_Task item_
Where an entry below contains an image, skip the image and reproduce the rest exactly.

Items listed in a dataset:
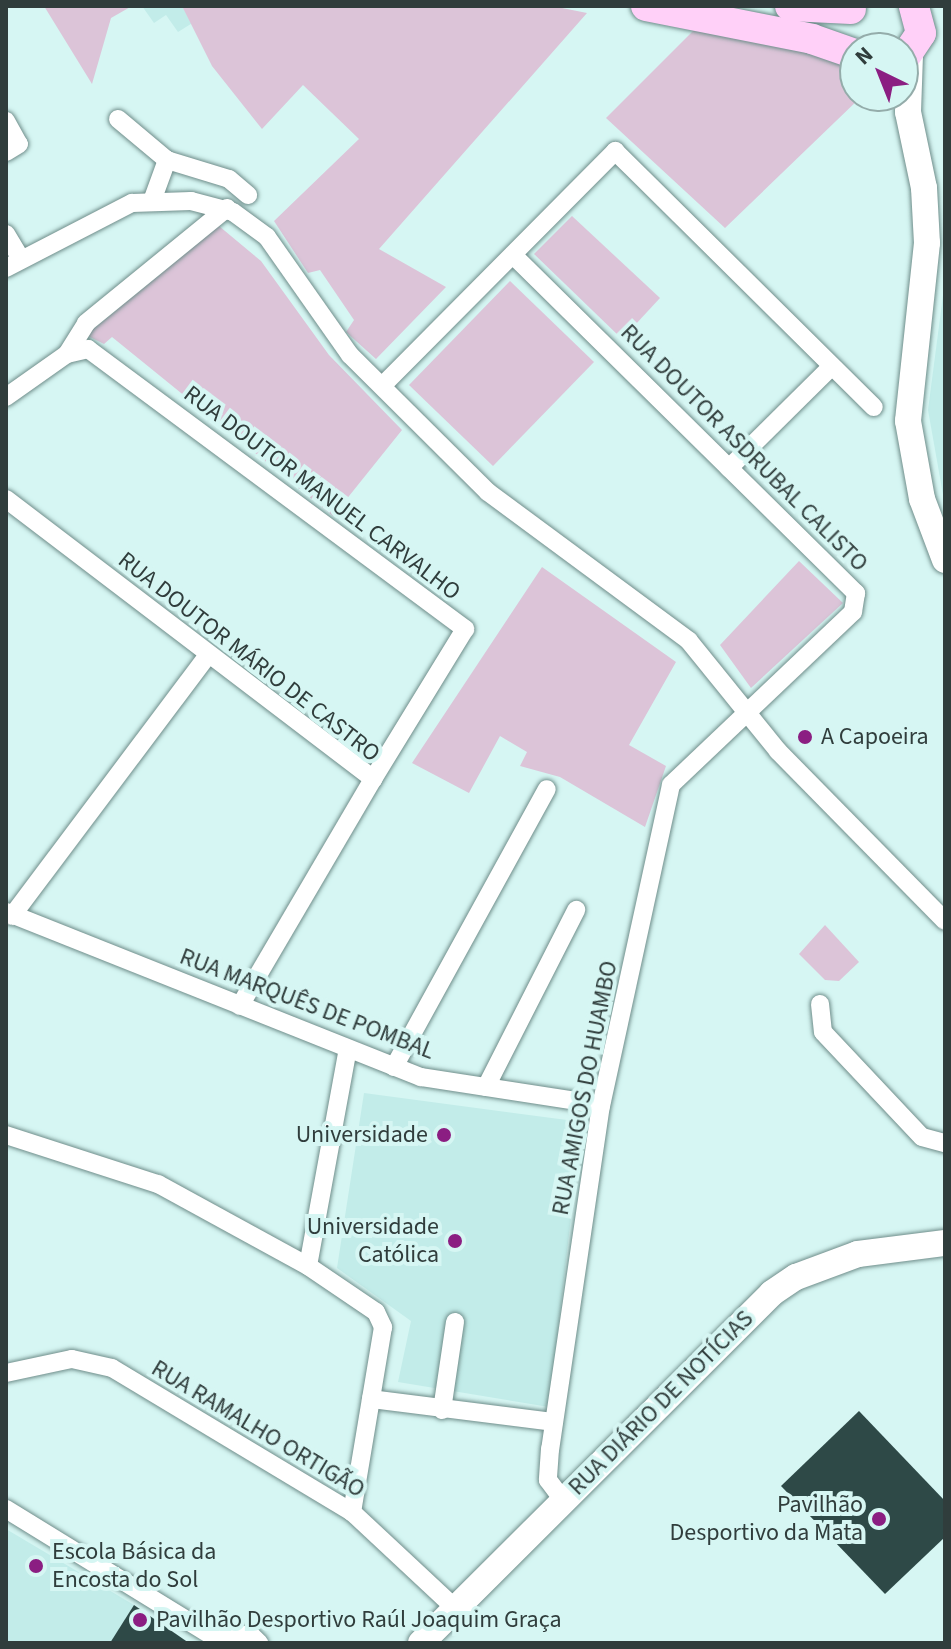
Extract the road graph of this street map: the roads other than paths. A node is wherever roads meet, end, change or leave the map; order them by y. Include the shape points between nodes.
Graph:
1 (646, 6) edge
2 (790, 6) edge
3 (916, 6) edge
4 (852, 8) edge
5 (945, 11) edge
6 (847, 32) edge
7 (918, 32) edge
8 (945, 39) edge
9 (839, 48) edge
10 (919, 50) edge
11 (903, 112) edge
12 (118, 119) dead end
13 (6, 121) edge
14 (6, 152) edge
15 (167, 160) junction
16 (248, 195) dead end
17 (152, 201) junction
18 (227, 208) junction
19 (6, 234) edge
20 (513, 255) junction
21 (14, 264) edge
22 (67, 354) junction
23 (831, 367) junction
24 (383, 385) junction
25 (6, 397) edge
26 (874, 407) dead end
27 (729, 468) junction
28 (6, 499) edge
29 (945, 560) edge
30 (208, 655) junction
31 (746, 714) junction
32 (373, 779) junction
33 (547, 789) dead end
34 (576, 910) dead end
35 (9, 914) edge
36 (945, 921) edge
37 (820, 1004) dead end
38 (240, 1006) junction
39 (348, 1049) junction
40 (394, 1067) junction
41 (486, 1087) junction
42 (601, 1105) junction
43 (6, 1135) edge
44 (945, 1143) edge
45 (945, 1243) edge
46 (308, 1266) junction
47 (455, 1322) dead end
48 (6, 1373) edge
49 (371, 1399) junction
50 (442, 1410) junction
51 (554, 1422) junction
52 (563, 1500) junction
53 (6, 1509) edge
54 (352, 1512) junction
55 (455, 1608) junction
56 (254, 1638) edge
57 (421, 1643) edge

1 - 9 main road
2 - 4 main road
3 - 5 main road
3 - 7 main road
4 - 6 main road
8 - 10 main road
11 - 29 main road via 927,243 908,421 922,499
12 - 15 street
13 - 14 street via 19,144
15 - 16 street via 229,179
15 - 17 street
17 - 18 street
17 - 21 street via 132,203
18 - 22 street via 86,323
18 - 24 street via 267,237 326,326
19 - 21 street
20 - 23 street via 615,151
20 - 24 street
20 - 27 street, RUA DOUTOR ASDRUBAL CALISTO
22 - 25 street
22 - 32 street, RUA DOUTOR MANUEL CARVALHO via 88,349 465,629
23 - 26 street
23 - 27 street
24 - 31 street via 488,492 689,641
27 - 31 street, RUA DOUTOR ASDRUBAL CALISTO via 856,593 853,612
28 - 30 street, RUA DOUTOR MÁRIO DE CASTRO
30 - 32 street, RUA DOUTOR MÁRIO DE CASTRO
30 - 35 street
31 - 36 street
31 - 42 street, RUA AMIGOS DO HUAMBO via 671,785
32 - 38 street, RUA DOUTOR MÁRIO DE CASTRO
33 - 40 street
34 - 41 street
35 - 38 street, RUA MARQUÊS DE POMBAL
37 - 44 street via 823,1032 922,1137
38 - 39 street, RUA MARQUÊS DE POMBAL
39 - 40 street, RUA MARQUÊS DE POMBAL
39 - 46 street
40 - 41 street, RUA MARQUÊS DE POMBAL
41 - 42 street, RUA MARQUÊS DE POMBAL
42 - 51 street, RUA AMIGOS DO HUAMBO
43 - 46 street via 158,1184
45 - 52 main road, RUA DIÁRIO DE NOTÍCIAS via 858,1254 796,1277 734,1329
46 - 49 street via 376,1312 383,1327
47 - 50 street
48 - 54 street, RUA RAMALHO ORTIGÃO via 72,1359 112,1368
49 - 50 street
49 - 54 street
50 - 51 street
51 - 52 street, RUA AMIGOS DO HUAMBO via 548,1480
52 - 55 main road, RUA DIÁRIO DE NOTÍCIAS
53 - 56 street via 219,1640
54 - 55 street, RUA RAMALHO ORTIGÃO
55 - 57 main road, RUA DIÁRIO DE NOTÍCIAS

_Result of the task_
Extract the road graph of this street map: the roads other than paths. A node is wherever roads meet, end, change or leave the map; order them by y. Include the shape points between nodes.
Graph:
1 (646, 6) edge
2 (790, 6) edge
3 (916, 6) edge
4 (852, 8) edge
5 (945, 11) edge
6 (847, 32) edge
7 (918, 32) edge
8 (945, 39) edge
9 (839, 48) edge
10 (919, 50) edge
11 (903, 112) edge
12 (118, 119) dead end
13 (6, 121) edge
14 (6, 152) edge
15 (167, 160) junction
16 (248, 195) dead end
17 (152, 201) junction
18 (227, 208) junction
19 (6, 234) edge
20 (513, 255) junction
21 (14, 264) edge
22 (67, 354) junction
23 (831, 367) junction
24 (383, 385) junction
25 (6, 397) edge
26 (874, 407) dead end
27 (729, 468) junction
28 (6, 499) edge
29 (945, 560) edge
30 (208, 655) junction
31 (746, 714) junction
32 (373, 779) junction
33 (547, 789) dead end
34 (576, 910) dead end
35 (9, 914) edge
36 (945, 921) edge
37 (820, 1004) dead end
38 (240, 1006) junction
39 (348, 1049) junction
40 (394, 1067) junction
41 (486, 1087) junction
42 (601, 1105) junction
43 (6, 1135) edge
44 (945, 1143) edge
45 (945, 1243) edge
46 (308, 1266) junction
47 (455, 1322) dead end
48 (6, 1373) edge
49 (371, 1399) junction
50 (442, 1410) junction
51 (554, 1422) junction
52 (563, 1500) junction
53 (6, 1509) edge
54 (352, 1512) junction
55 (455, 1608) junction
56 (254, 1638) edge
57 (421, 1643) edge

1 - 9 main road
2 - 4 main road
3 - 5 main road
3 - 7 main road
4 - 6 main road
8 - 10 main road
11 - 29 main road via 927,243 908,421 922,499
12 - 15 street
13 - 14 street via 19,144
15 - 16 street via 229,179
15 - 17 street
17 - 18 street
17 - 21 street via 132,203
18 - 22 street via 86,323
18 - 24 street via 267,237 326,326
19 - 21 street
20 - 23 street via 615,151
20 - 24 street
20 - 27 street, RUA DOUTOR ASDRUBAL CALISTO
22 - 25 street
22 - 32 street, RUA DOUTOR MANUEL CARVALHO via 88,349 465,629
23 - 26 street
23 - 27 street
24 - 31 street via 488,492 689,641
27 - 31 street, RUA DOUTOR ASDRUBAL CALISTO via 856,593 853,612
28 - 30 street, RUA DOUTOR MÁRIO DE CASTRO
30 - 32 street, RUA DOUTOR MÁRIO DE CASTRO
30 - 35 street
31 - 36 street
31 - 42 street, RUA AMIGOS DO HUAMBO via 671,785
32 - 38 street, RUA DOUTOR MÁRIO DE CASTRO
33 - 40 street
34 - 41 street
35 - 38 street, RUA MARQUÊS DE POMBAL
37 - 44 street via 823,1032 922,1137
38 - 39 street, RUA MARQUÊS DE POMBAL
39 - 40 street, RUA MARQUÊS DE POMBAL
39 - 46 street
40 - 41 street, RUA MARQUÊS DE POMBAL
41 - 42 street, RUA MARQUÊS DE POMBAL
42 - 51 street, RUA AMIGOS DO HUAMBO
43 - 46 street via 158,1184
45 - 52 main road, RUA DIÁRIO DE NOTÍCIAS via 858,1254 796,1277 734,1329
46 - 49 street via 376,1312 383,1327
47 - 50 street
48 - 54 street, RUA RAMALHO ORTIGÃO via 72,1359 112,1368
49 - 50 street
49 - 54 street
50 - 51 street
51 - 52 street, RUA AMIGOS DO HUAMBO via 548,1480
52 - 55 main road, RUA DIÁRIO DE NOTÍCIAS
53 - 56 street via 219,1640
54 - 55 street, RUA RAMALHO ORTIGÃO
55 - 57 main road, RUA DIÁRIO DE NOTÍCIAS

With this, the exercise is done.